:: PROBLEM TO WORK ON ::
Only the pictures are to be left out; return the rest of the data exactly as it stands.
-- DATASET ENTRIES follows --
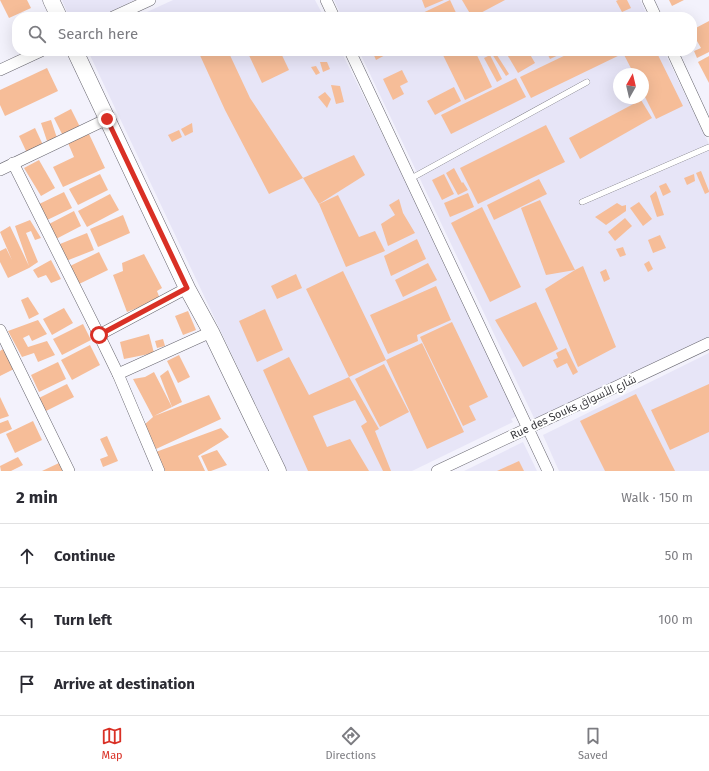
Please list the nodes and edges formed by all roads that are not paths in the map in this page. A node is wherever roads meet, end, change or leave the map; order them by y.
1 (51, 0) edge
2 (150, 0) edge
3 (326, 0) edge
4 (648, 0) edge
5 (57, 12) edge
6 (125, 12) edge
7 (332, 12) edge
8 (654, 12) edge
9 (30, 56) edge
10 (77, 56) edge
11 (352, 56) edge
12 (674, 56) edge
13 (0, 70) edge
14 (588, 82) dead end
15 (107, 119) junction
16 (709, 131) edge
17 (709, 147) edge
18 (13, 163) junction
19 (0, 170) edge
20 (410, 179) junction
21 (582, 202) dead end
22 (187, 288) junction
23 (0, 330) edge
24 (211, 332) junction
25 (99, 335) junction
26 (709, 343) edge
27 (118, 374) junction
28 (528, 428) junction
29 (69, 471) edge
30 (159, 471) edge
31 (278, 471) edge
32 (437, 471) edge
33 (548, 471) edge

1 - 5 main road
2 - 6 street
3 - 7 street
4 - 8 street
9 - 13 street
10 - 15 main road
11 - 20 street
12 - 16 street
14 - 20 lane
15 - 18 street
15 - 22 main road
17 - 21 lane
18 - 19 street
18 - 25 street
20 - 28 street
22 - 24 main road
22 - 25 street
23 - 29 street
24 - 27 street
24 - 31 main road
25 - 27 street
26 - 28 street, Rue des Souks شارع الأسواق
27 - 30 street
28 - 32 street, Rue des Souks شارع الأسواق
28 - 33 street

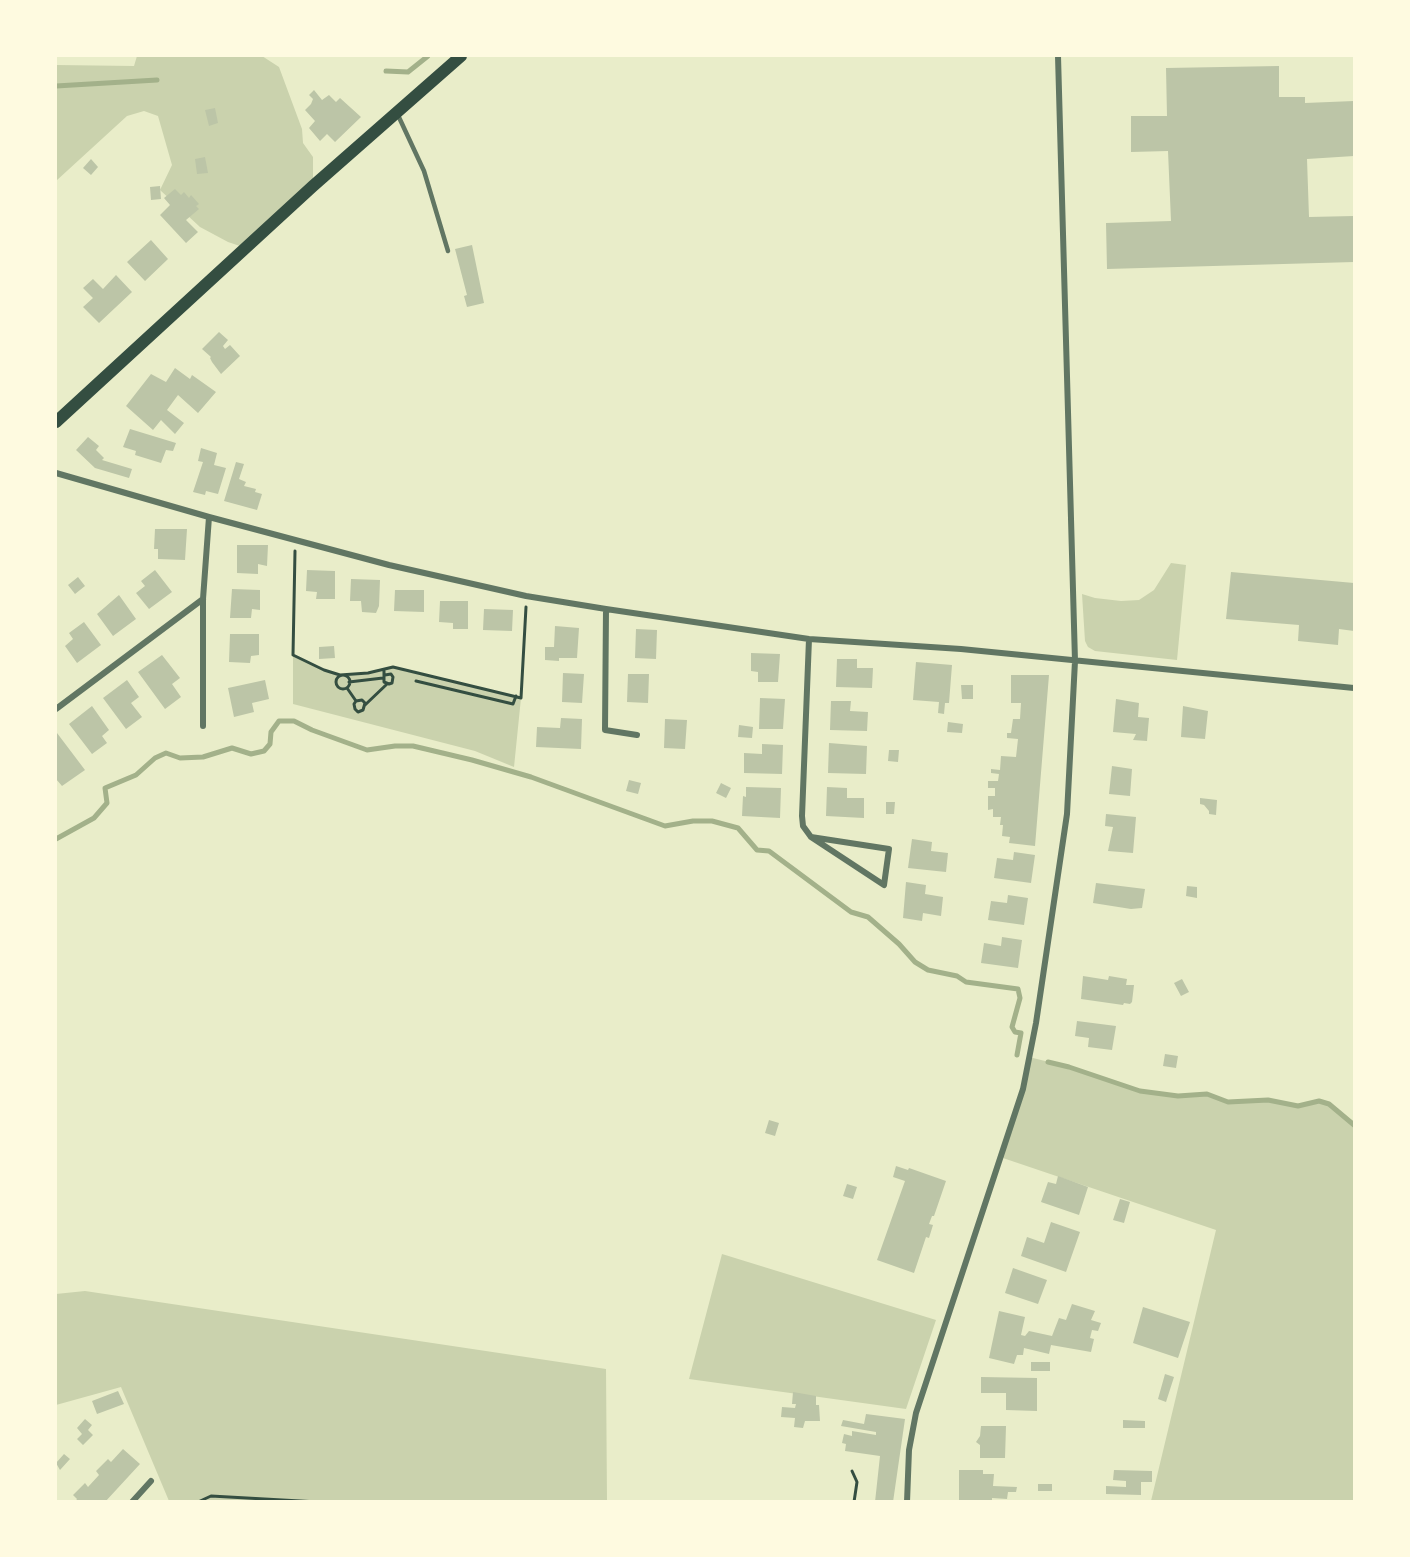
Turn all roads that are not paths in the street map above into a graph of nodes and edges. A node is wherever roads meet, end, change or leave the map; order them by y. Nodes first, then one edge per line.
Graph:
1 (461, 56) edge
2 (1058, 56) edge
3 (396, 111) junction
4 (448, 251) dead end
5 (56, 422) edge
6 (56, 473) edge
7 (209, 517) junction
8 (203, 599) junction
9 (606, 609) junction
10 (809, 639) junction
11 (1075, 661) junction
12 (1354, 688) edge
13 (56, 709) edge
14 (203, 726) dead end
15 (637, 735) dead end
16 (811, 837) junction
17 (151, 1481) dead end
18 (132, 1502) edge
19 (906, 1502) edge

1 - 3 main road
2 - 11 street
3 - 4 lane
3 - 5 main road
6 - 7 street
7 - 8 street
7 - 9 street
8 - 13 street
8 - 14 street
9 - 10 street
9 - 15 street
10 - 11 street
10 - 16 street
11 - 12 street
11 - 19 street
16 - 16 street
17 - 18 street

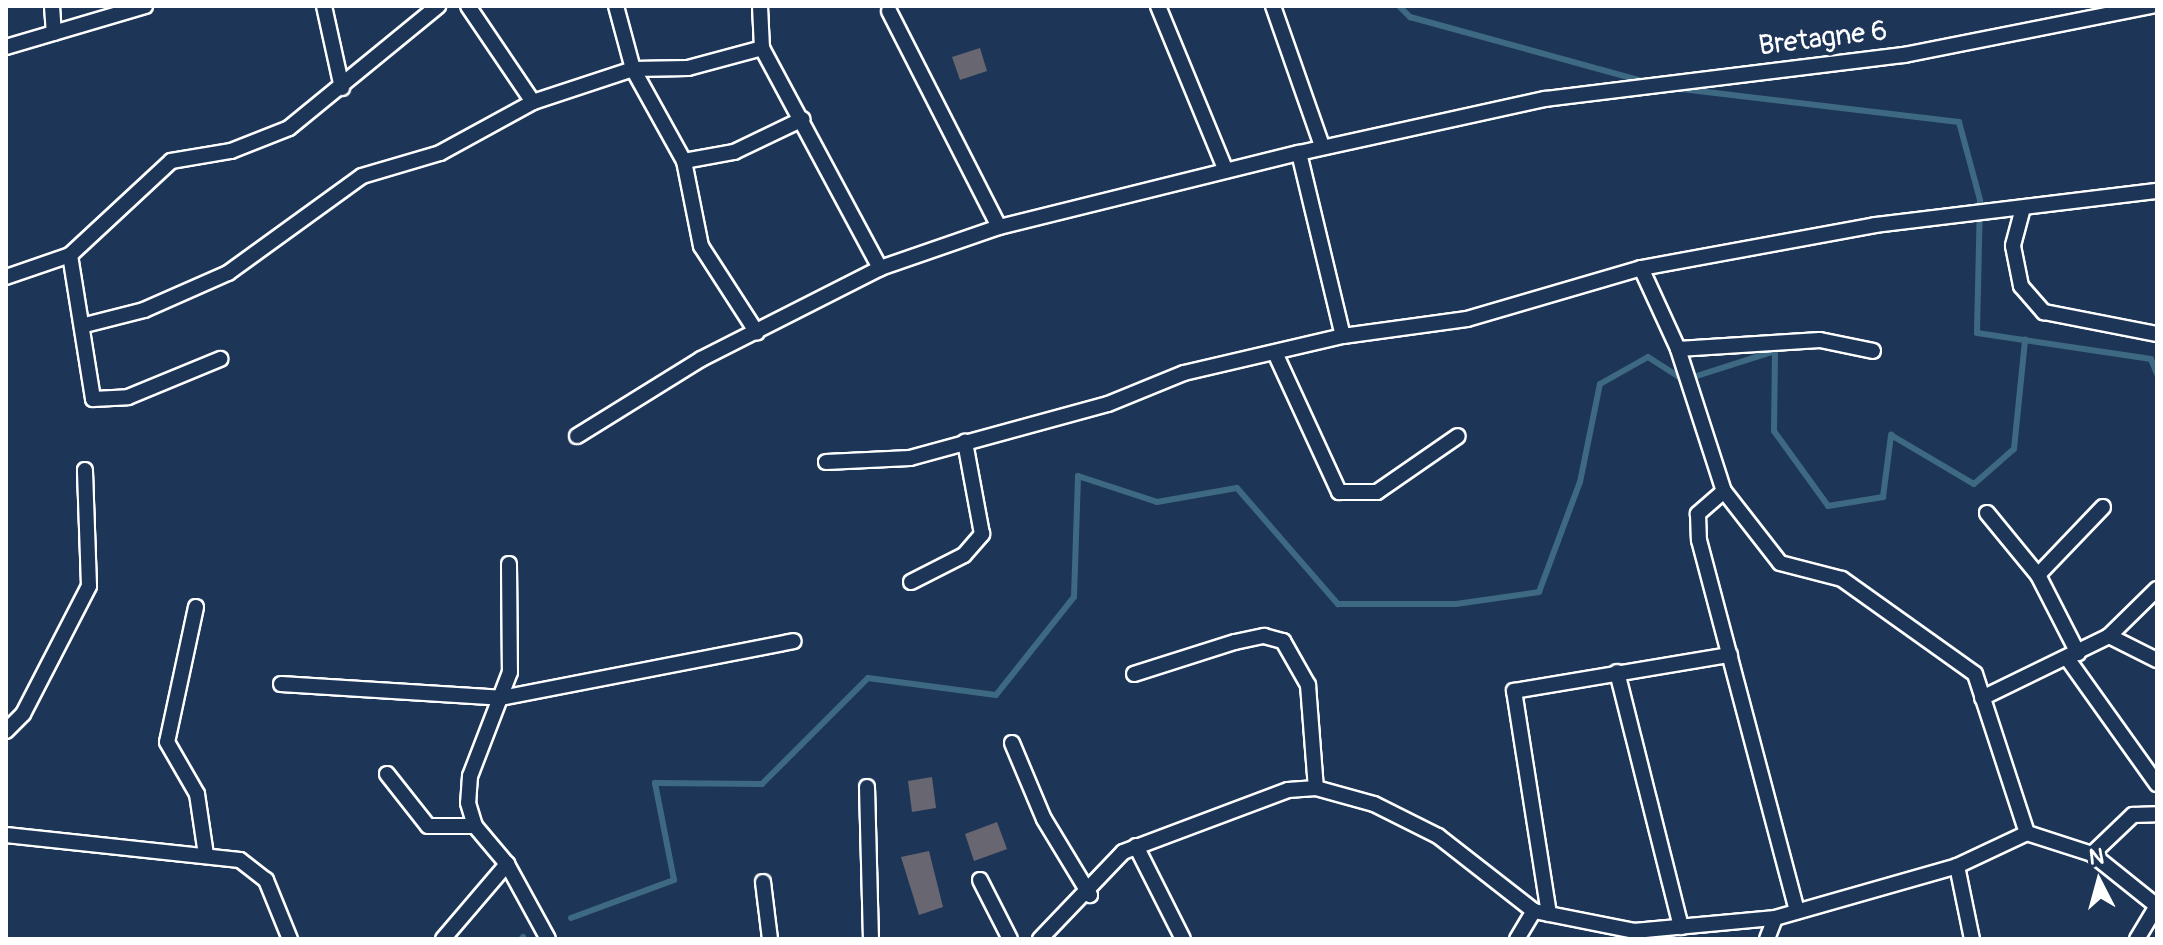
-- DATASET ENTRIES concluded --
:: RESPONSE ::
Please list the nodes and edges formed by all roads that are not paths in the map in this page. A node is wherever roads meet, end, change or leave the map; order them by y.
1 (51, 0) edge
2 (150, 0) edge
3 (326, 0) edge
4 (648, 0) edge
5 (57, 12) edge
6 (125, 12) edge
7 (332, 12) edge
8 (654, 12) edge
9 (30, 56) edge
10 (77, 56) edge
11 (352, 56) edge
12 (674, 56) edge
13 (0, 70) edge
14 (588, 82) dead end
15 (107, 119) junction
16 (709, 131) edge
17 (709, 147) edge
18 (13, 163) junction
19 (0, 170) edge
20 (410, 179) junction
21 (582, 202) dead end
22 (187, 288) junction
23 (0, 330) edge
24 (211, 332) junction
25 (99, 335) junction
26 (709, 343) edge
27 (118, 374) junction
28 (528, 428) junction
29 (69, 471) edge
30 (159, 471) edge
31 (278, 471) edge
32 (437, 471) edge
33 (548, 471) edge

1 - 5 main road
2 - 6 street
3 - 7 street
4 - 8 street
9 - 13 street
10 - 15 main road
11 - 20 street
12 - 16 street
14 - 20 lane
15 - 18 street
15 - 22 main road
17 - 21 lane
18 - 19 street
18 - 25 street
20 - 28 street
22 - 24 main road
22 - 25 street
23 - 29 street
24 - 27 street
24 - 31 main road
25 - 27 street
26 - 28 street, Rue des Souks شارع الأسواق
27 - 30 street
28 - 32 street, Rue des Souks شارع الأسواق
28 - 33 street

Turn all roads that are not paths in the street map above into a graph of nodes and edges. A node is wherever roads meet, end, change or leave the map; order them by y. Nodes first, then one edge per line.
Graph:
1 (461, 56) edge
2 (1058, 56) edge
3 (396, 111) junction
4 (448, 251) dead end
5 (56, 422) edge
6 (56, 473) edge
7 (209, 517) junction
8 (203, 599) junction
9 (606, 609) junction
10 (809, 639) junction
11 (1075, 661) junction
12 (1354, 688) edge
13 (56, 709) edge
14 (203, 726) dead end
15 (637, 735) dead end
16 (811, 837) junction
17 (151, 1481) dead end
18 (132, 1502) edge
19 (906, 1502) edge

1 - 3 main road
2 - 11 street
3 - 4 lane
3 - 5 main road
6 - 7 street
7 - 8 street
7 - 9 street
8 - 13 street
8 - 14 street
9 - 10 street
9 - 15 street
10 - 11 street
10 - 16 street
11 - 12 street
11 - 19 street
16 - 16 street
17 - 18 street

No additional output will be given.